Goizeder TABERNA

La dette d’Egin pèse sur le journal Gara

Le journal basque devra payer à la Sécurité sociale une dette qu’elle a hérité par décision de la justice espagnole en 2003. Après négociations, celle-ci vient d’être fixée à plus de 3 millions d’euros.

Le directeur de Gara Iñaki Soto, a dénoncé la gravité de la situation de son média. © Jon URBE / FOKU
Le directeur de Gara Iñaki Soto, a dénoncé la gravité de la situation de son média. © Jon URBE / FOKU

Cela fait plus de 20 ans que le juge Baltasar Garzon a scellé les portes du journal Egin. Enfermé dans sa thèse du "tout est ETA", il a par la suite fait porter à Gara la dette qu’Egin avait engagée auprès de la Sécurité Sociale. Aujourd’hui, les responsables de ce quotidien ont annoncé un accord avec la Sécurité sociale espagnole : ils devront payer plus de 3 millions d’euros.
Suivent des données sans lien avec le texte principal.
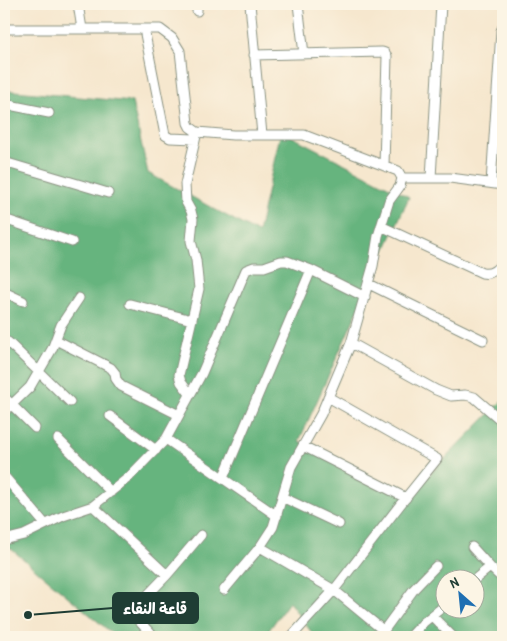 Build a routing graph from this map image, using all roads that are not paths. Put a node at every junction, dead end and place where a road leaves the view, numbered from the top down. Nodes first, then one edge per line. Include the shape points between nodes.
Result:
1 (78, 4) edge
2 (250, 4) edge
3 (298, 4) edge
4 (441, 4) edge
5 (503, 27) edge
6 (4, 29) edge
7 (82, 29) junction
8 (144, 30) junction
9 (304, 54) junction
10 (254, 55) junction
11 (4, 104) edge
12 (49, 113) dead end
13 (196, 135) junction
14 (262, 135) junction
15 (4, 162) edge
16 (384, 166) junction
17 (402, 178) junction
18 (431, 178) junction
19 (491, 183) junction
20 (503, 185) edge
21 (108, 193) dead end
22 (4, 219) edge
23 (382, 226) junction
24 (72, 242) dead end
25 (503, 262) edge
26 (311, 270) junction
27 (368, 284) junction
28 (4, 292) edge
29 (365, 297) junction
30 (80, 298) dead end
31 (24, 301) dead end
32 (130, 304) dead end
33 (192, 320) junction
34 (56, 340) junction
35 (483, 340) dead end
36 (8, 342) dead end
37 (351, 343) junction
38 (39, 372) junction
39 (190, 394) junction
40 (4, 397) edge
41 (328, 397) junction
42 (70, 402) dead end
43 (12, 405) junction
44 (4, 412) edge
45 (179, 415) junction
46 (110, 416) dead end
47 (503, 422) edge
48 (35, 428) dead end
49 (58, 439) dead end
50 (166, 439) junction
51 (303, 446) junction
52 (156, 450) junction
53 (4, 476) edge
54 (223, 478) junction
55 (111, 492) junction
56 (282, 498) junction
57 (406, 498) junction
58 (93, 506) junction
59 (277, 516) junction
60 (45, 524) junction
61 (339, 524) dead end
62 (201, 535) dead end
63 (4, 540) edge
64 (260, 547) junction
65 (472, 547) dead end
66 (436, 566) dead end
67 (490, 567) junction
68 (484, 572) edge
69 (167, 574) junction
70 (503, 579) edge
71 (224, 590) dead end
72 (334, 590) junction
73 (432, 616) joint
74 (382, 634) edge
75 (154, 637) edge
76 (291, 637) edge
77 (410, 637) edge
78 (453, 637) edge

1 - 7 street
2 - 10 street
3 - 9 street
4 - 18 street
5 - 19 street
6 - 7 street
7 - 8 street
8 - 13 street via 160,29 172,38 180,51 188,122
8 - 13 street via 165,135 170,138
9 - 10 street
9 - 16 street via 386,53
10 - 14 street
11 - 12 street
13 - 14 street
13 - 33 street via 185,184 186,202 193,219 191,240 199,289
14 - 16 street via 304,135
15 - 21 street
16 - 17 street via 398,171
17 - 18 street
17 - 23 street via 389,201
18 - 19 street
19 - 20 street
22 - 24 street
23 - 25 street via 482,273 496,271
23 - 27 street
26 - 29 street
26 - 39 street via 281,261 246,270
26 - 54 street
27 - 29 street
27 - 35 street
28 - 31 street
29 - 37 street
30 - 34 street via 61,325
32 - 33 street
33 - 39 street via 179,375
34 - 38 street
34 - 45 street via 111,368 122,386
36 - 38 street
37 - 41 street
37 - 47 street via 436,390 451,396 474,397
38 - 42 street
38 - 43 street via 30,387
39 - 45 street
40 - 43 street
41 - 51 street
41 - 57 street via 437,459
43 - 44 street
43 - 48 street
45 - 50 street
46 - 52 street
49 - 55 street
50 - 52 street
50 - 54 street
51 - 56 street via 291,467
51 - 57 street
52 - 55 street
53 - 60 street
54 - 59 street
55 - 58 street
56 - 59 street
56 - 61 street
57 - 72 street
58 - 60 street
58 - 69 street
59 - 64 street
60 - 63 street via 24,535
62 - 69 street
64 - 71 street
64 - 72 street
65 - 67 street
66 - 74 street via 414,589
67 - 68 street
67 - 70 street
69 - 75 street via 134,613
72 - 74 street
72 - 76 street
73 - 77 street
73 - 78 street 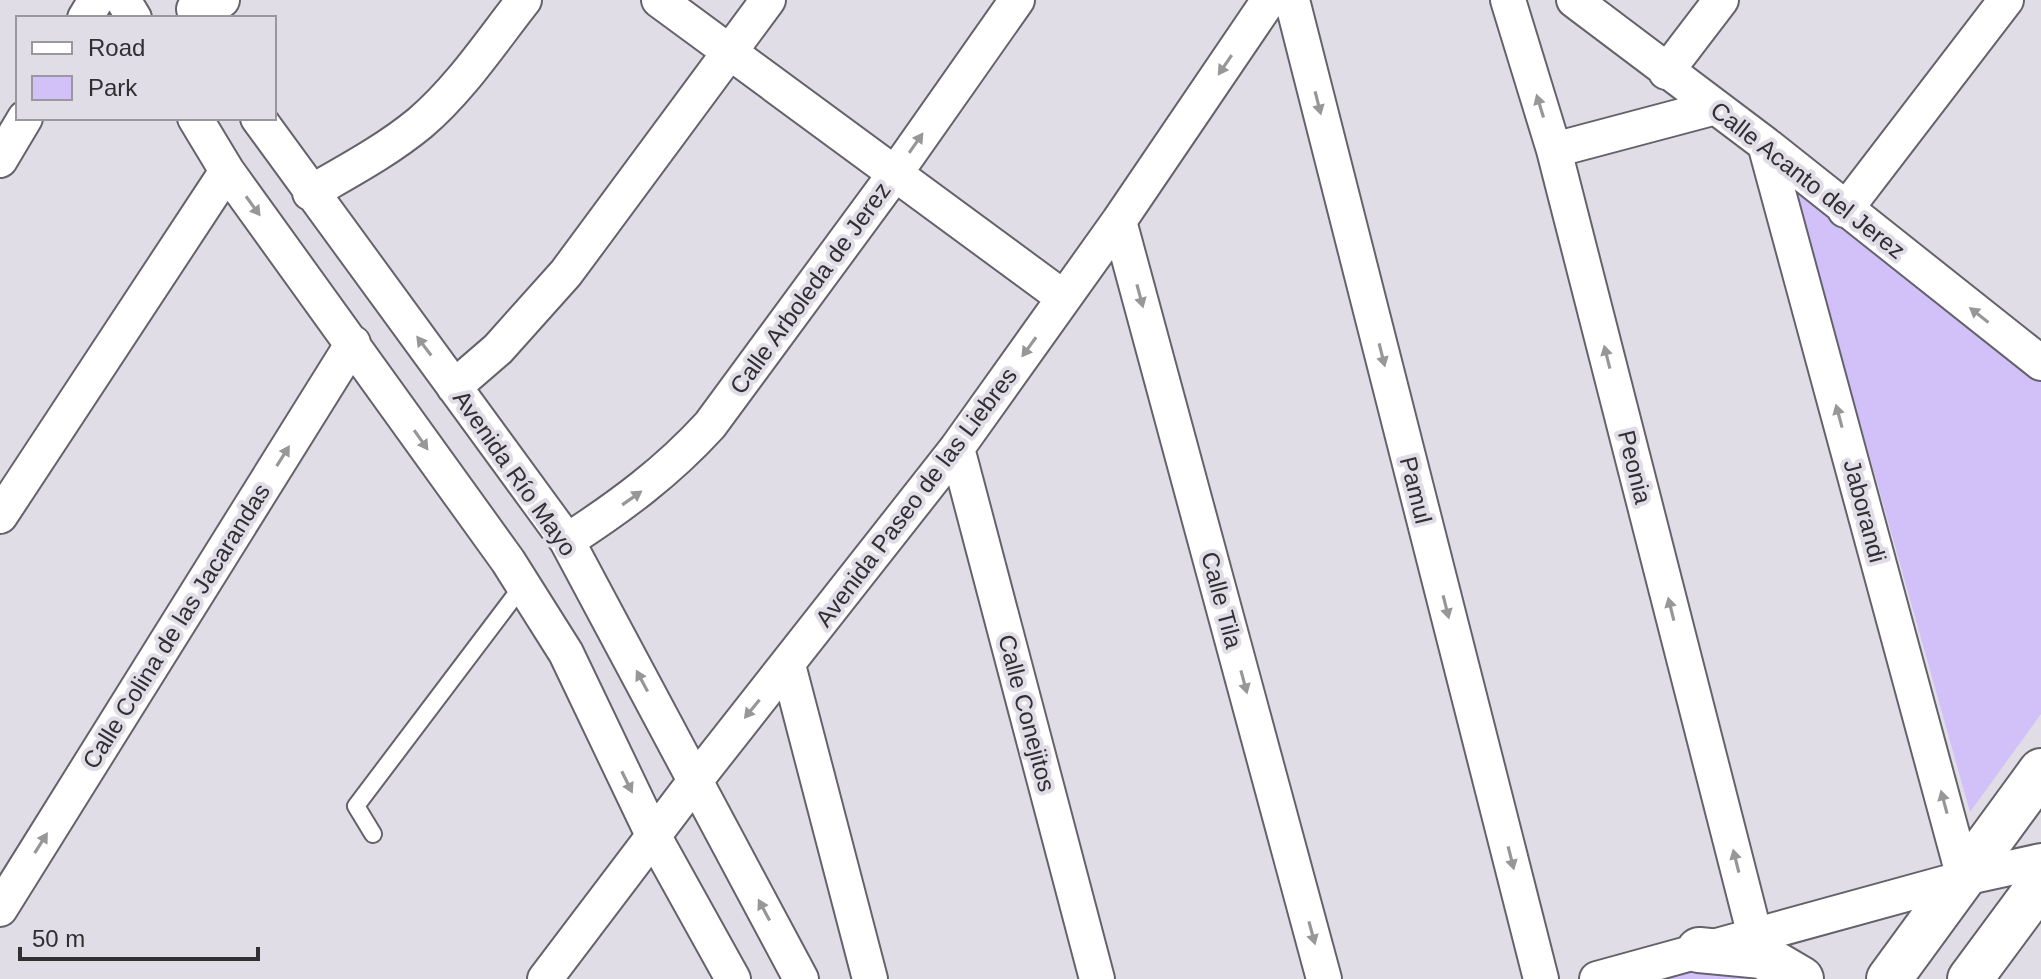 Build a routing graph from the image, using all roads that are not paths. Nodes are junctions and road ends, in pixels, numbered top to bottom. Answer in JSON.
{"nodes":[{"id":1,"x":524,"y":0,"type":"edge"},
{"id":2,"x":659,"y":0,"type":"edge"},
{"id":3,"x":768,"y":0,"type":"edge"},
{"id":4,"x":1017,"y":0,"type":"edge"},
{"id":5,"x":1269,"y":0,"type":"edge"},
{"id":6,"x":1292,"y":0,"type":"edge"},
{"id":7,"x":1508,"y":0,"type":"edge"},
{"id":8,"x":1574,"y":0,"type":"edge"},
{"id":9,"x":1721,"y":0,"type":"edge"},
{"id":10,"x":2006,"y":0,"type":"edge"},
{"id":11,"x":730,"y":53,"type":"junction"},
{"id":12,"x":1666,"y":72,"type":"junction"},
{"id":13,"x":1716,"y":107,"type":"junction"},
{"id":14,"x":24,"y":120,"type":"edge"},
{"id":15,"x":196,"y":120,"type":"edge"},
{"id":16,"x":259,"y":120,"type":"edge"},
{"id":17,"x":1765,"y":144,"type":"junction"},
{"id":18,"x":1554,"y":150,"type":"junction"},
{"id":19,"x":0,"y":160,"type":"edge"},
{"id":20,"x":227,"y":171,"type":"junction"},
{"id":21,"x":894,"y":175,"type":"junction"},
{"id":22,"x":310,"y":193,"type":"junction"},
{"id":23,"x":1845,"y":210,"type":"junction"},
{"id":24,"x":1119,"y":221,"type":"junction"},
{"id":25,"x":1064,"y":298,"type":"junction"},
{"id":26,"x":353,"y":343,"type":"junction"},
{"id":27,"x":2036,"y":350,"type":"edge"},
{"id":28,"x":454,"y":387,"type":"junction"},
{"id":29,"x":957,"y":448,"type":"junction"},
{"id":30,"x":0,"y":516,"type":"edge"},
{"id":31,"x":567,"y":541,"type":"junction"},
{"id":32,"x":523,"y":585,"type":"junction"},
{"id":33,"x":788,"y":665,"type":"junction"},
{"id":34,"x":2041,"y":771,"type":"edge"},
{"id":35,"x":695,"y":781,"type":"junction"},
{"id":36,"x":373,"y":834,"type":"dead end"},
{"id":37,"x":653,"y":835,"type":"junction"},
{"id":38,"x":2041,"y":861,"type":"edge"},
{"id":39,"x":1964,"y":878,"type":"junction"},
{"id":40,"x":2041,"y":883,"type":"edge"},
{"id":41,"x":0,"y":909,"type":"edge"},
{"id":42,"x":1755,"y":936,"type":"junction"},
{"id":43,"x":1699,"y":950,"type":"junction"},
{"id":44,"x":545,"y":979,"type":"edge"},
{"id":45,"x":733,"y":979,"type":"edge"},
{"id":46,"x":801,"y":979,"type":"edge"},
{"id":47,"x":870,"y":979,"type":"edge"},
{"id":48,"x":1097,"y":979,"type":"edge"},
{"id":49,"x":1324,"y":979,"type":"edge"},
{"id":50,"x":1541,"y":979,"type":"edge"},
{"id":51,"x":1597,"y":979,"type":"edge"},
{"id":52,"x":1801,"y":979,"type":"edge"},
{"id":53,"x":1889,"y":979,"type":"edge"},
{"id":54,"x":1970,"y":979,"type":"edge"}],
"edges":[{"from":1,"to":22,"type":"street"},
{"from":2,"to":11,"type":"street"},
{"from":3,"to":11,"type":"street"},
{"from":21,"to":4,"type":"street","name":"Calle Arboleda de Jerez","one_way":true},
{"from":5,"to":24,"type":"street","name":"Avenida Paseo de las Liebres","one_way":true},
{"from":6,"to":50,"type":"street","name":"Pamul","one_way":true},
{"from":18,"to":7,"type":"street","name":"Peonia","one_way":true},
{"from":8,"to":12,"type":"street","name":"Calle Acanto del Jerez"},
{"from":9,"to":12,"type":"street"},
{"from":10,"to":23,"type":"street"},
{"from":11,"to":21,"type":"street"},
{"from":11,"to":28,"type":"street"},
{"from":12,"to":13,"type":"street","name":"Calle Acanto del Jerez"},
{"from":13,"to":17,"type":"street","name":"Calle Acanto del Jerez"},
{"from":13,"to":18,"type":"street"},
{"from":14,"to":19,"type":"street"},
{"from":15,"to":20,"type":"street"},
{"from":16,"to":22,"type":"street","name":"Avenida Río Mayo"},
{"from":17,"to":23,"type":"street","name":"Calle Acanto del Jerez"},
{"from":39,"to":17,"type":"street","name":"Jaborandi","one_way":true},
{"from":42,"to":18,"type":"street","name":"Peonia","one_way":true},
{"from":20,"to":26,"type":"street","one_way":true},
{"from":20,"to":30,"type":"street"},
{"from":21,"to":25,"type":"street"},
{"from":31,"to":21,"type":"street","name":"Calle Arboleda de Jerez","one_way":true},
{"from":28,"to":22,"type":"street","name":"Avenida Río Mayo","one_way":true},
{"from":27,"to":23,"type":"street","name":"Calle Acanto del Jerez","one_way":true},
{"from":24,"to":25,"type":"street","name":"Avenida Paseo de las Liebres"},
{"from":24,"to":49,"type":"street","name":"Calle Tila","one_way":true},
{"from":25,"to":29,"type":"street","name":"Avenida Paseo de las Liebres","one_way":true},
{"from":26,"to":32,"type":"street","one_way":true},
{"from":41,"to":26,"type":"street","name":"Calle Colina de las Jacarandas","one_way":true},
{"from":28,"to":31,"type":"street","name":"Avenida Río Mayo"},
{"from":29,"to":33,"type":"street","name":"Avenida Paseo de las Liebres"},
{"from":29,"to":48,"type":"street","name":"Calle Conejitos"},
{"from":35,"to":31,"type":"street","name":"Avenida Río Mayo","one_way":true},
{"from":32,"to":36,"type":"lane"},
{"from":32,"to":37,"type":"street","one_way":true},
{"from":33,"to":35,"type":"street","name":"Avenida Paseo de las Liebres","one_way":true},
{"from":33,"to":47,"type":"street"},
{"from":34,"to":39,"type":"street"},
{"from":35,"to":37,"type":"street","name":"Avenida Paseo de las Liebres"},
{"from":46,"to":35,"type":"street","name":"Avenida Río Mayo","one_way":true},
{"from":37,"to":44,"type":"street","name":"Avenida Paseo de las Liebres"},
{"from":37,"to":45,"type":"street"},
{"from":38,"to":39,"type":"street"},
{"from":39,"to":42,"type":"street"},
{"from":39,"to":53,"type":"street"},
{"from":40,"to":54,"type":"street"},
{"from":42,"to":43,"type":"street"},
{"from":43,"to":51,"type":"street"},
{"from":43,"to":52,"type":"street"}]}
Au départ, la dette était de 4,7 millions d’euros. Arrivés au bout de tous les recours, ils se sont mis d’accord sur un principe de convention avec la Sécurité sociale et Gara devra donc débourser 500 000 euros par semestre. "Un million d’euros par an, cela représente plus que le coût de notre masse salariale" pointe le directeur Iñaki Soto, lors de la conférence de presse qui s’est tenue ce mercredi 30 janvier.

Un coup dur pour le média basque. Dans un secteur en crise comme celui de la presse qui s’est reconverti sans aide aucune, si ce n’est pour quelques médias qui ont pu profiter, d’après Soto, "d’un système clientéliste", "aucun média ne pourrait supporter un tel coup". Il considère que cette décision est injuste, "un vol". Du reste, il ne lui a pas échappé qu’aucun autre journal n’a été poursuivi de cette manière.

La justice espagnole avait fermé Egin en 1998 et emprisonné ses responsables pendant une longue durée. Ses 210 employés s'étaient retrouvés à la rue. "Elle a ensuite ruiné son patrimoine et a décidé de s’en prendre à nous", a dénoncé le directeur. Une grosse campagne de souscription avait permis de récolter les fonds nécessaires pour fonder Gara, le 30 janvier 1999. Quelques années plus tard, en 2003, c’est le quotidien en langue basque Egunkaria qui est fermé par le même juge. "Cela avait représenté une offensive concertée contre la presse basque", estime Soto.

Soutenir financièrement

Pendant tout ce temps-là, Gara a été placé en redressement judiciaire et n’a pas pu gérer librement ses finances. Une durée inhabituelle pour une situation tout aussi extraordinaire, comme l’a relevé son directeur Iñaki Soto : "Malgré la constitution d’un nouveau capital grâce à la contribution de milliers de personnes, une nouvelle équipe et un nouveau projet, on nous a reproché 'une suite idéologique d’entreprise'". Paradoxalement, Gara a hérité du passif de Egin mais pas de son actif, car les locaux que ce dernier détenait à Hernani ont été laissés à l’abandon pendant toutes ces années.

Les responsables de Gara comptent sur un autre capital : leurs lecteurs. Ils envisagent de mettre en place des moyens pour soutenir financièrement le projet et ont ouvert une phase d’interlocution avec les institutions, les différentes entités. "En 2019, personne ne veut, ni fermer des médias, ni fermer une entreprise qui emploie directement ou indirectement 200 personnes", a lancé Iñaki Soto. Il n’a pas été en mesure d’avancer les conséquences que pourrait avoir ce remboursement sur le personnel.

Pour l’instant, il affirme qu’il a confiance dans leur capacité à aller de l’avant "avec le soutien de tous". Gara représente le second média le plus vendu en Gipuzkoa, le troisième dans les autres provinces du Pays Basque Sud. Ses dirigeants ont la ferme intention de continuer à faire du journalisme politique, indépendant et professionnel. Mais, au-delà du cas de Gara, Iñaki Soto a relevé le besoin de changer les règles du jeu de ce secteur, convaincu du rôle joué par la presse dans la culture démocratique et le débat public.